You're almost there. Note that the collection of intervals is also a cover of $A$. Can you arrive at your contradiction using this fact?

#### Peter

##### Well-known member
MHB Site Helper
Hi Peter ,

You're almost there. Note that the collection of intervals is also a cover of $A$. Can you arrive at your contradiction using this fact?

Thanks for the help GJA ...

I think I can proceed now ... as follows ...

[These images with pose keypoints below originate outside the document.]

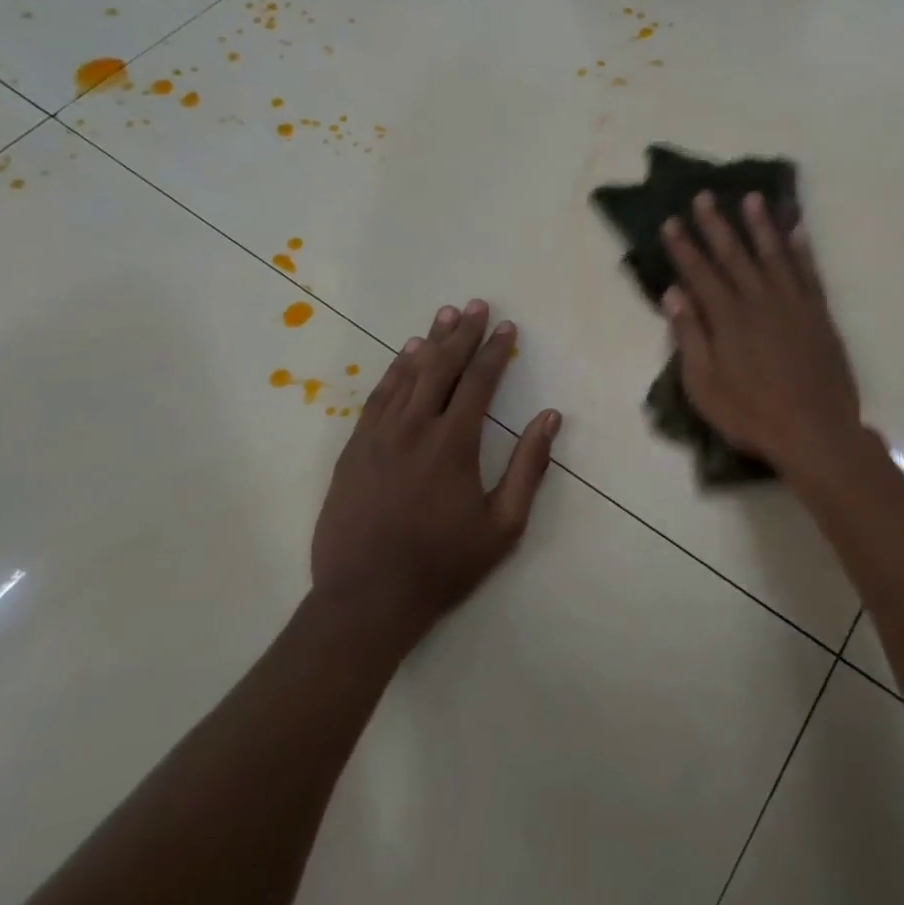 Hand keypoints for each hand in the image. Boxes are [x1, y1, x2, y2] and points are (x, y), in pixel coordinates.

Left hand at [311, 300, 559, 640]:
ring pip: (407, 376)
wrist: (366, 599)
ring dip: (429, 343)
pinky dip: (394, 372)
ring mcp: (378, 436)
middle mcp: (414, 428)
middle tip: (476, 305)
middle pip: (441, 368)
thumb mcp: (503, 525)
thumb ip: (528, 468)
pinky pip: (377, 398)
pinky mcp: (353, 450)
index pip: (478, 383)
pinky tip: (404, 357)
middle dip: (462, 334)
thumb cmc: (444, 564)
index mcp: (453, 444)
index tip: (507, 328)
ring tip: (444, 317)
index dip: (495, 352)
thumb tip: (550, 418)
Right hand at [661, 192, 872, 487]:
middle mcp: (759, 300)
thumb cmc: (751, 414)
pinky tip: (796, 230)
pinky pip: (809, 271)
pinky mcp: (818, 313)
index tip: (671, 221)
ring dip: (761, 224)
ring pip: (773, 253)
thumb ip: (689, 336)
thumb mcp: (704, 385)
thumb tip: (673, 293)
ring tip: (751, 198)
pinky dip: (802, 248)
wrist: (815, 430)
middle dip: (716, 224)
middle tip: (704, 196)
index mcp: (727, 318)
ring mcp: (793, 304)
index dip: (684, 246)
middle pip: (734, 254)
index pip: (700, 272) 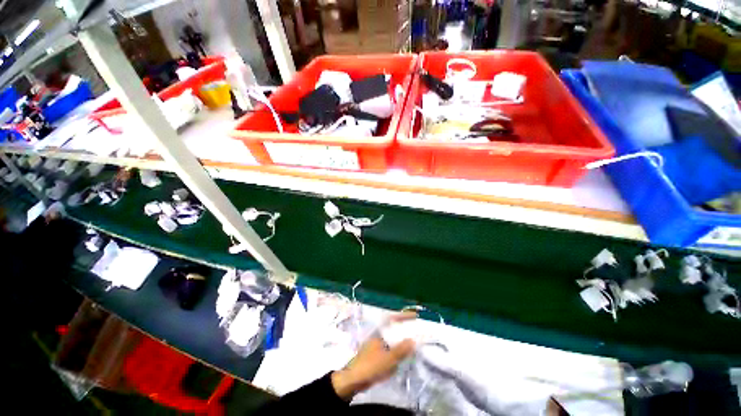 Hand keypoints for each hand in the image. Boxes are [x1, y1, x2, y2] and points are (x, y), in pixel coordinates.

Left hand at [331, 312, 415, 399]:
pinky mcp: (374, 356)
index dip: (403, 316)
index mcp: (379, 333)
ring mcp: (375, 346)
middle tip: (415, 334)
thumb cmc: (371, 366)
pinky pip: (388, 352)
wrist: (353, 380)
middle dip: (403, 331)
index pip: (392, 320)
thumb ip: (401, 350)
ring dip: (399, 344)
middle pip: (393, 330)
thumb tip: (413, 341)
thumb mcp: (388, 359)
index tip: (415, 316)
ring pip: (391, 342)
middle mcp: (377, 336)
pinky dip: (394, 354)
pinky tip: (398, 362)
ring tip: (410, 347) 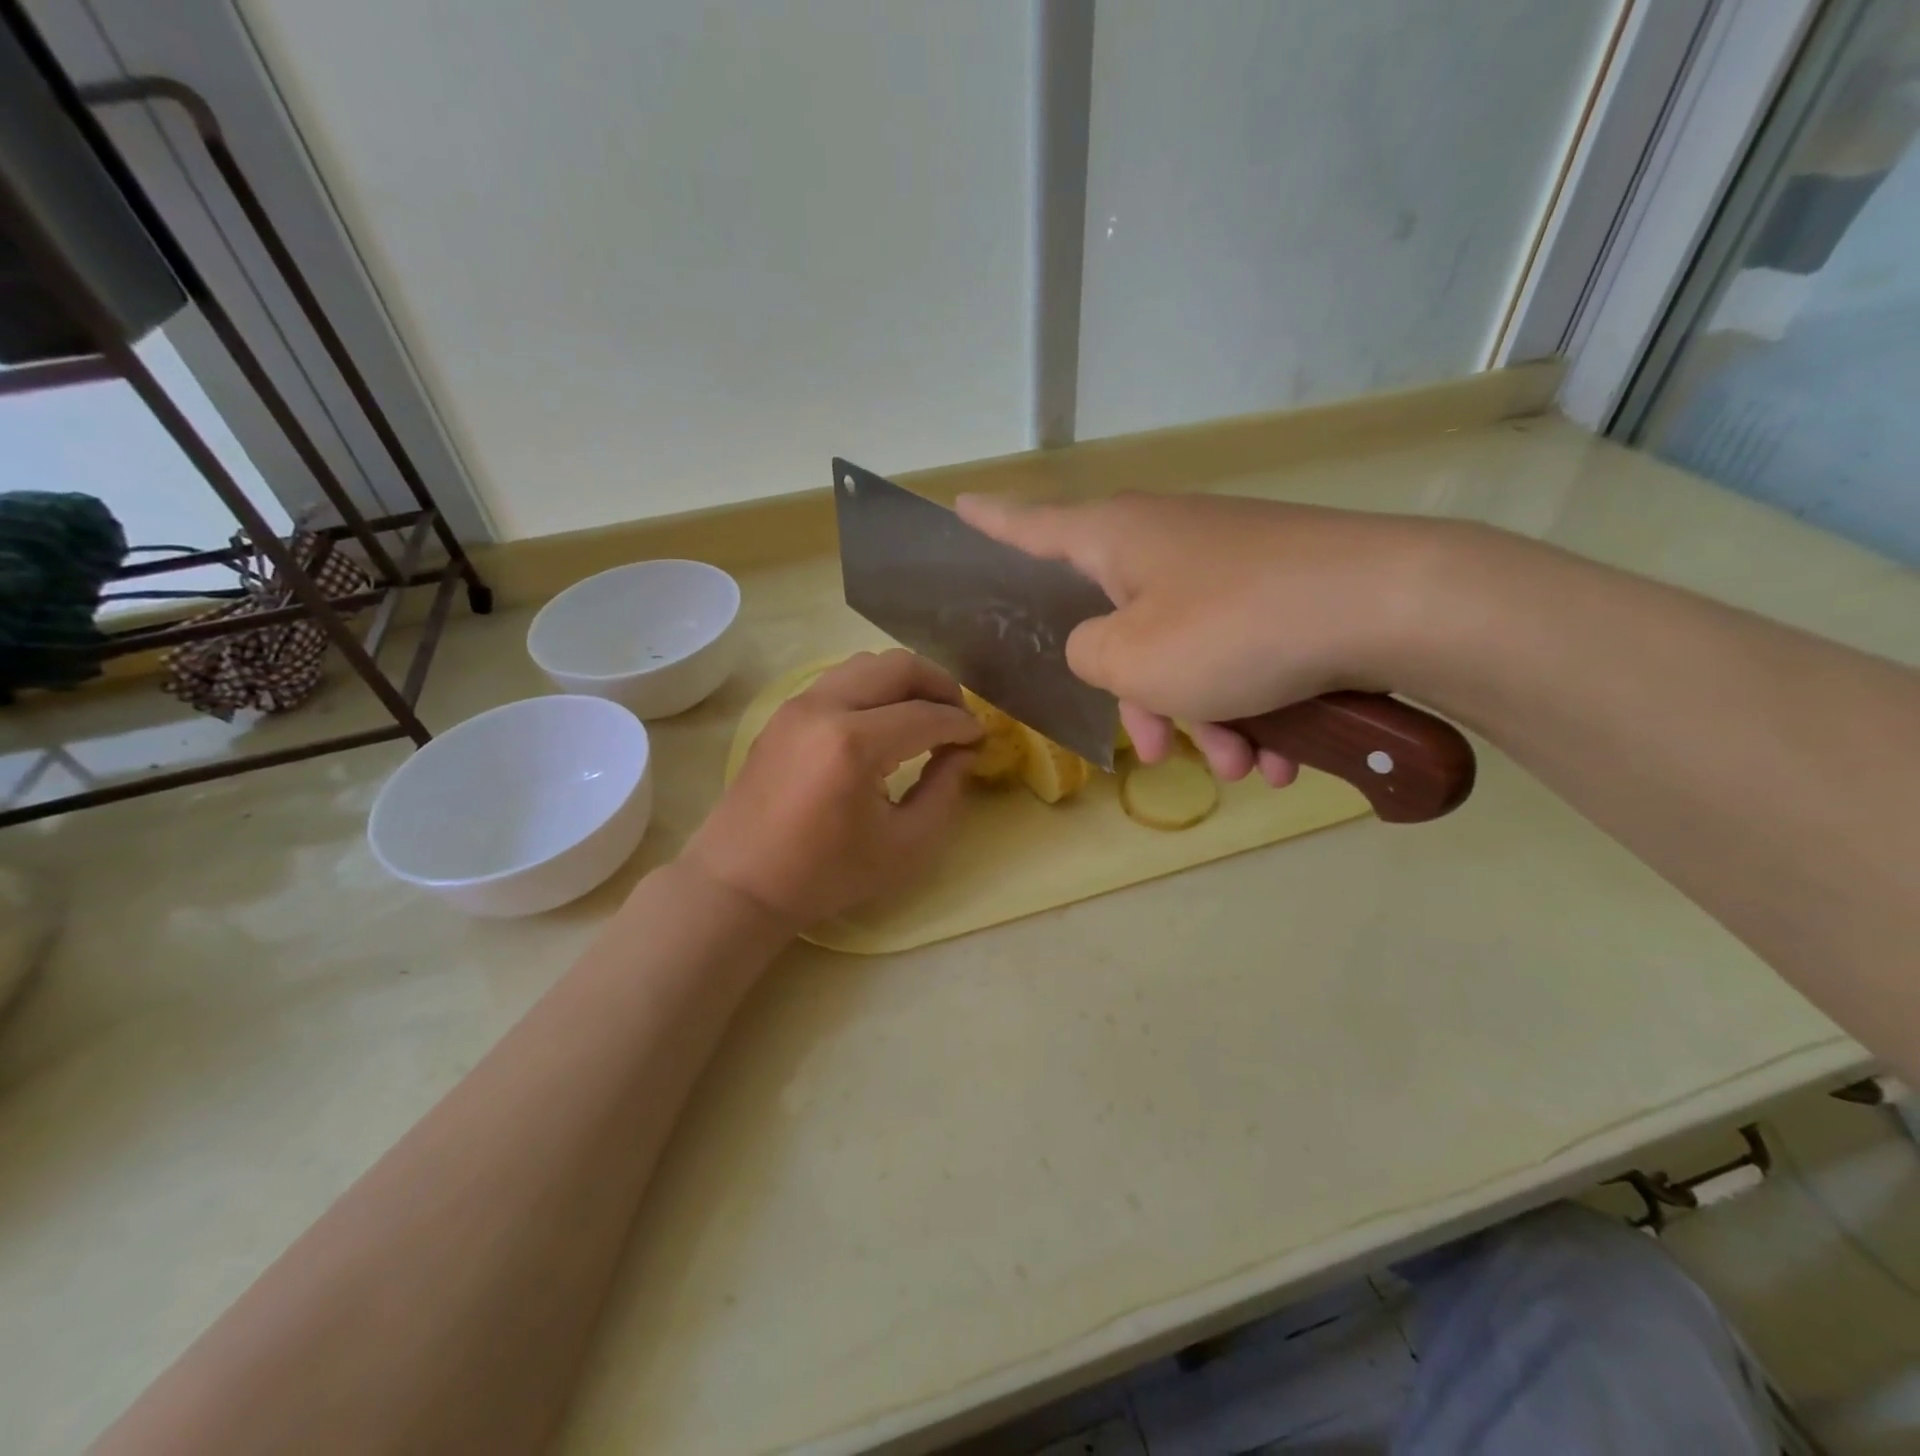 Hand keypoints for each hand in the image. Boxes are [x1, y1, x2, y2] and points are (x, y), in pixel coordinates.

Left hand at [681, 650, 981, 927]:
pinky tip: (884, 722)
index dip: (962, 725)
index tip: (981, 740)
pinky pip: (840, 679)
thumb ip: (945, 792)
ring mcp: (798, 704)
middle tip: (958, 717)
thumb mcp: (904, 846)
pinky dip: (873, 688)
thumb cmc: (825, 874)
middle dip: (939, 685)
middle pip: (898, 665)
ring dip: (905, 681)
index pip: (927, 715)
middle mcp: (824, 707)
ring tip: (924, 715)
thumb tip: (963, 751)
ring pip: (866, 663)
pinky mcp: (783, 712)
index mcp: (854, 744)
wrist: (740, 882)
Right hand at [957, 492, 1453, 784]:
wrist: (1394, 606)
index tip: (956, 506)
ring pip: (1185, 654)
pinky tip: (1281, 758)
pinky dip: (1252, 708)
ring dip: (1205, 719)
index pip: (1030, 527)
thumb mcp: (1131, 659)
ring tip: (1242, 769)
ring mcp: (1228, 565)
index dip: (989, 523)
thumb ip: (1085, 656)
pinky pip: (1240, 657)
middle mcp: (1167, 542)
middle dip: (1138, 699)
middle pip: (1119, 624)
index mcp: (1115, 539)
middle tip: (1158, 751)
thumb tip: (1100, 649)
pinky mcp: (1281, 592)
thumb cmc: (1234, 629) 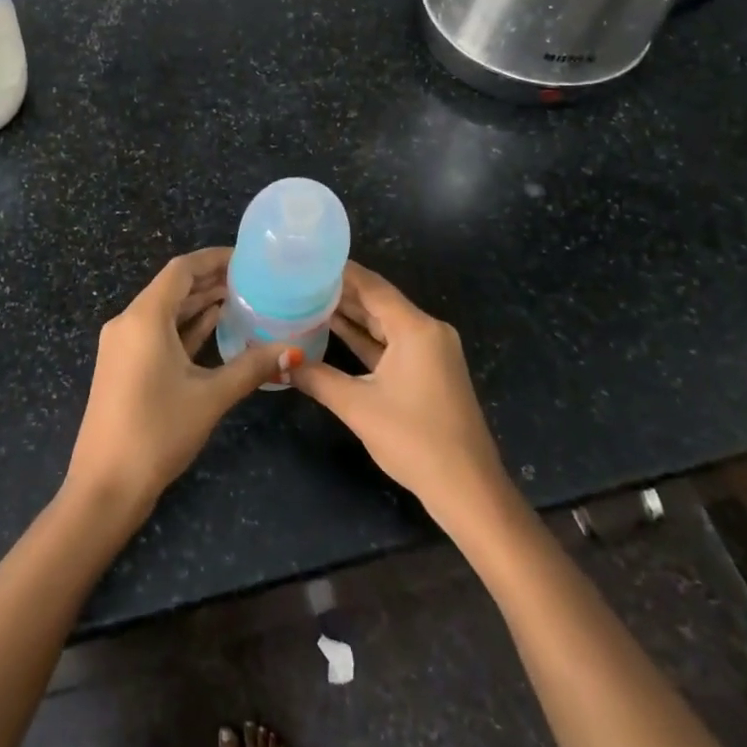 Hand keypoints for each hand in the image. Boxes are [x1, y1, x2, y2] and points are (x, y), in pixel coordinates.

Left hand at [63, 248, 298, 519]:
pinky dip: (186, 328)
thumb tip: (293, 350)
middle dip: (211, 281)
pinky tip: (217, 329)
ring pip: (166, 312)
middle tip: (255, 280)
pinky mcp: (124, 366)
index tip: (248, 259)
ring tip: (244, 299)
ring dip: (200, 304)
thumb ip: (251, 367)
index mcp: (144, 318)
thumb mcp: (210, 397)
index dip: (214, 259)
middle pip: (173, 288)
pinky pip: (158, 334)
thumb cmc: (157, 432)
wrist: (106, 485)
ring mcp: (123, 345)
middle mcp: (128, 322)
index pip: (181, 269)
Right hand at [289, 263, 509, 523]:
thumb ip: (316, 378)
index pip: (372, 286)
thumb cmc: (414, 440)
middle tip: (299, 279)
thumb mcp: (358, 406)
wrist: (466, 488)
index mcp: (416, 328)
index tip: (307, 259)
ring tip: (308, 299)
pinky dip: (365, 339)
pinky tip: (334, 332)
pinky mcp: (428, 372)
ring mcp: (430, 352)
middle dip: (341, 292)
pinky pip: (391, 344)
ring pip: (384, 323)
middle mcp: (427, 331)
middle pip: (379, 302)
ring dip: (351, 315)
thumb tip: (279, 362)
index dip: (340, 271)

Assume that $$\displaystyle \mid A \mid \ \gt \text{ inf } ( \sum_{ k = 1 }^{ \infty } l(I_k) \text{ where } B \subset \cup_{ k = 1 }^{ \infty } I_k )$$

... then $$\displaystyle \ \exists \$$ a particular covering $$\displaystyle I_1, I_2, I_3,$$ ... of $$\displaystyle B$$ such that $$\displaystyle \mid A \mid \ \gt \sum_{ k = 1 }^{ \infty } l(I_k)$$ where $$\displaystyle B \subset \cup_{ k = 1 }^{ \infty } I_k$$

But this particular covering also covers $$\displaystyle A$$ since $$\displaystyle A \subset B$$ ...

... so that $$\displaystyle \mid A \mid \ \leq \sum_{ k = 1 }^{ \infty } l(I_k)$$ ... since $$\displaystyle \mid A \mid$$ is a lower bound on $$\displaystyle \sum_{ k = 1 }^{ \infty } l(I_k)$$ for all coverings $$\displaystyle I_1, I_2, I_3,$$ ... of $$\displaystyle A$$

... BUT ... $$\displaystyle \mid A \mid \ \leq \sum_{ k = 1 }^{ \infty } l(I_k)$$ is a contradiction of our assumption ...

Is the above correct?

Can someone please critique the above argument ...

Help will be appreciated ...

Peter

GJA

#### GJA

##### Well-known member
MHB Math Scholar
Looks great, Peter . Nicely done!

#### Peter

##### Well-known member
MHB Site Helper
Thanks GJA ... appreciate your help as usual...

Peter

GJA